Another perception of effectiveness emphasizes quantity over quality in launching improvement projects. Lack of disciplined project management is one reason. In the November/December issue of Industrial Management, Rick A. Morris calls attention to one of the basic problems. Morris states that, despite investments in project management training, more than 90 percent of failing projects do so in the first five minutes. The problem lies in project chartering and planning. Bad project charter leads to bad project plan leads to failed project. He notes that the overall failure rate is between 60 percent and 80 percent. The Project Management Institute has a considerable body of knowledge in its PMBOK Guide and Project Management Professional certification that IEs might pursue.
Vertical and horizontal, or activity-based, accounting follow from the organization-centric and process-centric views. Organizational cost centers collect vertical costs. However, IEs need to use horizontal process costing to justify and measure their results. Often, the CFO will fight this approach so tact is also needed.
Finally, the SCM discipline has elevated the objective of shifting replenishment decisions from forecast-driven to demand-driven. This is consistent with lean approaches that use pull signals to trigger replenishment in process inventories. The IE should measure the degree to which supply chains are demand-driven. The process begins by documenting the replenishment decision points along the chain. These include points in one's own company and at its trading partners. Then the IE should document whether decisions at each decision point are demand-driven or forecast-driven, that is, based on actual downstream demand or a forecast of that demand.
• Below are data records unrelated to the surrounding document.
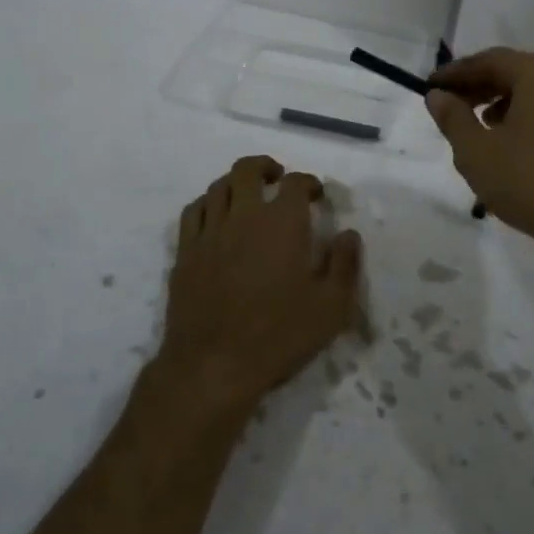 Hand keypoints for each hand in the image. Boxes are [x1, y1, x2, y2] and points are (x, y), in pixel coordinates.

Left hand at [155, 155, 361, 419]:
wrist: (214, 365)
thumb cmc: (279, 335)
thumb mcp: (331, 307)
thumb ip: (345, 265)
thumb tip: (349, 234)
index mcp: (282, 222)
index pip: (295, 183)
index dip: (308, 182)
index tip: (315, 194)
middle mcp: (243, 215)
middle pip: (248, 170)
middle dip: (266, 167)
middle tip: (277, 178)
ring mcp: (209, 232)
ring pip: (217, 187)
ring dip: (235, 182)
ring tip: (246, 194)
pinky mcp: (185, 252)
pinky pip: (192, 212)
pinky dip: (207, 204)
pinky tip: (215, 216)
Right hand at [425, 48, 533, 261]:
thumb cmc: (529, 183)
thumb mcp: (476, 152)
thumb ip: (452, 117)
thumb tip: (437, 95)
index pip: (490, 60)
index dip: (456, 72)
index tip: (430, 86)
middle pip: (516, 72)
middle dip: (479, 86)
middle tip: (450, 104)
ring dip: (503, 102)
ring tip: (478, 125)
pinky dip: (528, 117)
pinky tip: (513, 143) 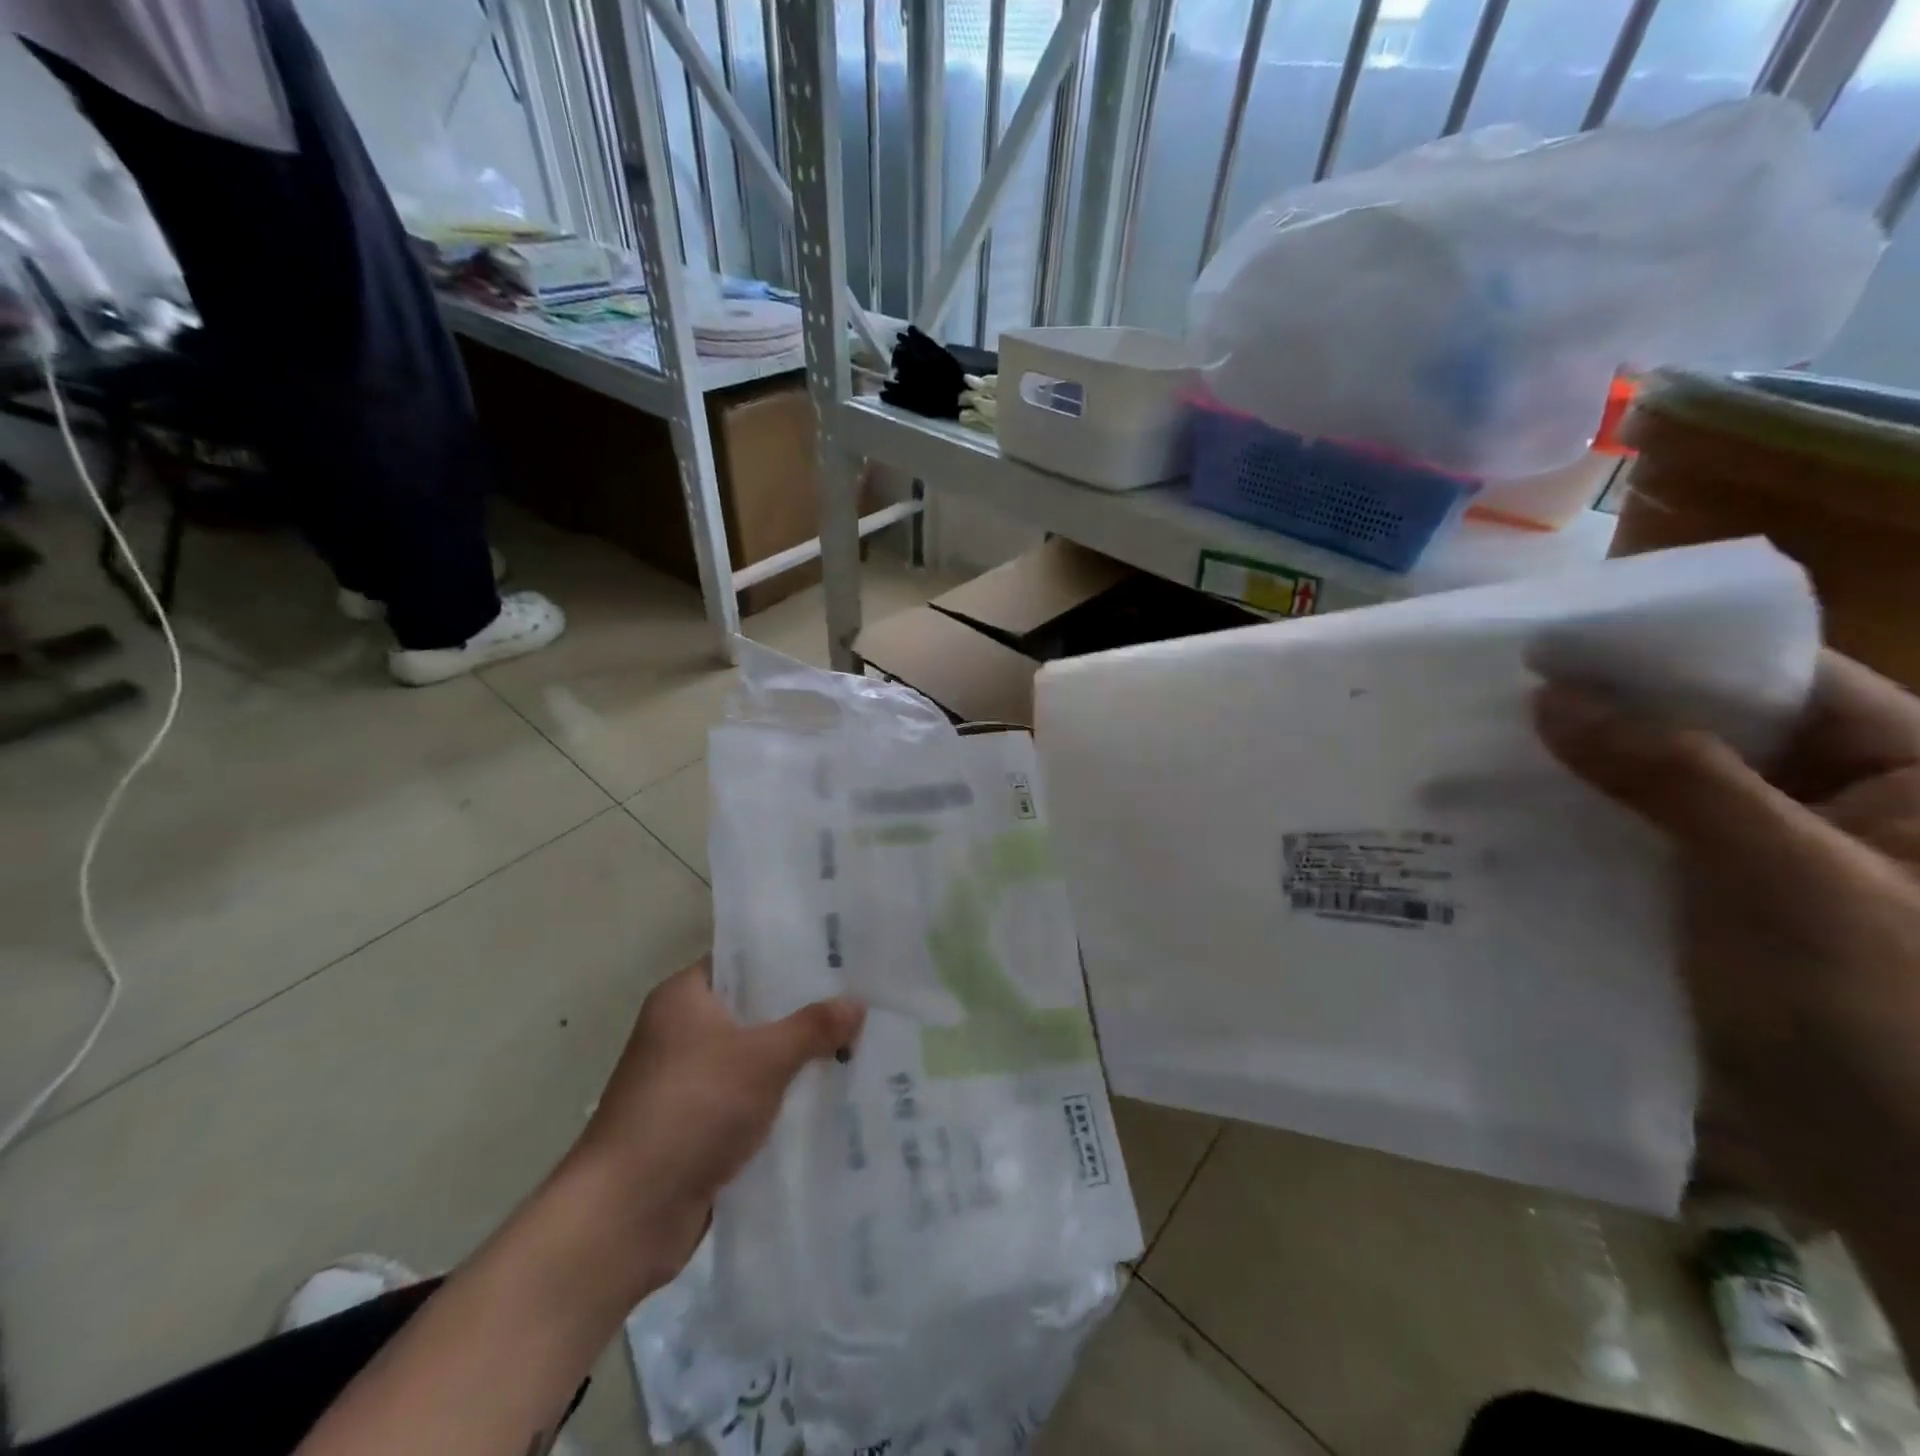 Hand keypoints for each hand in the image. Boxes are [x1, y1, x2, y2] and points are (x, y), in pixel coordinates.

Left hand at [565, 960, 865, 1299]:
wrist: (625, 1216)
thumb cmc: (690, 1110)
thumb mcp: (762, 1059)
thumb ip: (812, 1027)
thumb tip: (858, 1003)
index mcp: (685, 997)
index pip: (744, 959)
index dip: (790, 956)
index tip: (840, 956)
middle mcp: (684, 1031)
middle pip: (756, 1008)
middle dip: (805, 1010)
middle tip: (862, 998)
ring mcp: (690, 1080)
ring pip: (757, 1055)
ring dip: (798, 1057)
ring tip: (861, 1042)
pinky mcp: (700, 1124)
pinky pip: (753, 1096)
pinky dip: (784, 1096)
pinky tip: (832, 1093)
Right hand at [1534, 650, 1919, 1250]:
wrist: (1911, 1181)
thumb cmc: (1889, 1018)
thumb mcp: (1787, 880)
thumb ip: (1672, 776)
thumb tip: (1553, 697)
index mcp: (1905, 770)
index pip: (1768, 676)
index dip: (1658, 655)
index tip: (1544, 648)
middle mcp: (1833, 800)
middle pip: (1701, 729)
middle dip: (1598, 717)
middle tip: (1486, 698)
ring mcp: (1765, 856)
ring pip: (1656, 789)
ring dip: (1575, 775)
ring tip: (1474, 754)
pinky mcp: (1711, 903)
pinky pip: (1636, 843)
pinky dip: (1577, 828)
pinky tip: (1503, 821)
An assessment should evaluate whether each forecast-driven decision can be changed to demand-driven and how it might be done. If there are 10 decision points and two are demand-driven and five could be demand-driven, current performance is 20 percent; potential performance is 50 percent. The tool employed will depend on the nature of the product and operation. Examples are postponement, product redesign, kanbans, data exchange, two-bin type rules or built-in rules for information systems.
IEs must advocate for more effective project portfolios that present solutions for global supply chains. In most companies, participation in this process should be a basic IE responsibility.
James B. Ayers, a certified management consultant, is a principal with CGR Management Consultants in Los Angeles. He has a B.S. degree from the U.S. Naval Academy and M.B.A. and M.S. degrees from Stanford University. He is the author of the Handbook of Supply Chain Management, Supply Chain Project Management and Retail Supply Chain Management.